Estos cantes fueron perdiéndose con el paso del tiempo, hasta quedar tan solo tres: la toná grande, la toná chica y la toná llamada del Cristo, que Manuel Torre adaptara para macho de su saeta, nacida también, al parecer, de una de las antiguas tonadas que todavía se cantaban a finales del siglo XIX.

Las tonás pertenecen al grupo de cantes antiguos que se cantaban sin acompañamiento de guitarra. Por eso eran, y son, cantes mucho más duros que los que son aliviados con la música de dicho instrumento. Incluso hubo cantaores que ellos mismos se acompañaban con la guitarra, tales son los casos de El Planeta y del malagueño Juan Breva. Especialmente los cantes granadinos y malagueños disfrutan de una melodía mucho más dulce que los que descienden de las viejas tonadas. La granaína, la media granaína, la malagueña, los verdiales, todos los agrupados bajo la denominación de cantes de levante, son más floridos y melismáticos que los descendientes de las tonás, como los martinetes, carceleras, serranas y livianas.

Entre todos los cantes, sean o no descendientes de tonadas, parece destacar actualmente, sobre todos ellos, la soleá  que cada intérprete ejecuta en alguna de sus conocidas variantes, como la de Alcalá, o de Joaquín de la Paula;  la de Paquirri el Guanté, de Cádiz; la soleá de los alfareros de Triana y otras soleares naturales o personales. Un cante al que muchos han definido como la madre de todos los cantes. Sobre todo para bailar, ya que es uno de los que más se adaptan al baile y que, prácticamente, parece ser que nació como cante bailable. Aunque todo esto parezca no ser más que elucubraciones, teorías más o menos acertadas; ya que lo que si es cierto es que en su mayor parte los cantes, todos, sean los que sean, parecen provenir de las antiquísimas tonás, o tonadas, desaparecidas hoy día, para siempre, muchas de ellas y otras conocidas con otros nombres.

Todo esto viene a demostrar  la indudable riqueza del cante flamenco, capaz de adaptarse a otros giros, compases y melodías, sin salirse nunca de sus raíces, sin perder la fuerza natal que le sostiene; proceda de donde proceda o lo cante quien lo cante.
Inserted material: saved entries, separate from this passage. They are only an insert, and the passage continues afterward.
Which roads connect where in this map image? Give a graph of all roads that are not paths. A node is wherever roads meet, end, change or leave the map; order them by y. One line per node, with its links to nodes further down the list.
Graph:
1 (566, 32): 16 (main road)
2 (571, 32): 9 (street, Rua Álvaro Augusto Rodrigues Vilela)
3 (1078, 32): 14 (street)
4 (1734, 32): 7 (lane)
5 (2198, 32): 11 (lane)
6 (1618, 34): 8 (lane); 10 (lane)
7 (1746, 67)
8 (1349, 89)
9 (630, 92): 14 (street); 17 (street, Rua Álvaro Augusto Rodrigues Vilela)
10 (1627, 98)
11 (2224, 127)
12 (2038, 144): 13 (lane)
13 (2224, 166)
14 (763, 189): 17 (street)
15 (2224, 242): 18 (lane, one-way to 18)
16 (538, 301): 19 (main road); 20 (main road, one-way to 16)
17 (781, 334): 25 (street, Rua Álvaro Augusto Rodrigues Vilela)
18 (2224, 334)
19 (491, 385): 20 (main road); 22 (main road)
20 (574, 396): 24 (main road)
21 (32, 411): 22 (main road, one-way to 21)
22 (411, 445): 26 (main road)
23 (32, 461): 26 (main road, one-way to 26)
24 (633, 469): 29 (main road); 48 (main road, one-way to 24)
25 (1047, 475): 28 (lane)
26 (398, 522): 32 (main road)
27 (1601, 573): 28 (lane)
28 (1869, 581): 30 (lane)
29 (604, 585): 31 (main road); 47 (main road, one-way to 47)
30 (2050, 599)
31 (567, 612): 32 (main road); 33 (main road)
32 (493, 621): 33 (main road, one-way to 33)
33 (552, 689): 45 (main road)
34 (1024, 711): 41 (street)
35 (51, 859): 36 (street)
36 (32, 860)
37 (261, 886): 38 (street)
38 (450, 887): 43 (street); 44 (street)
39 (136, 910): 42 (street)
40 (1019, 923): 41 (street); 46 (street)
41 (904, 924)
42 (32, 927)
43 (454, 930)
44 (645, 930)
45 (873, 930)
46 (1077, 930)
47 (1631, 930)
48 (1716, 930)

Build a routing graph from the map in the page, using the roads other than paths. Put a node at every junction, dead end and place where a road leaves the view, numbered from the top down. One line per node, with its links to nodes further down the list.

Porque el flamenco puede decirse que tiene vida propia, que goza de indudable capacidad de mimetismo sonoro, de evolución y capacidad para poder transformarse; de lo que resulta una música totalmente viva y siempre en trance de cambiar, con arreglo a los tiempos y a los intérpretes; por lo que el cante de mañana no será nunca el de hoy, ni el cante de las tonadas de ayer que, claro está, ya pasaron a la historia.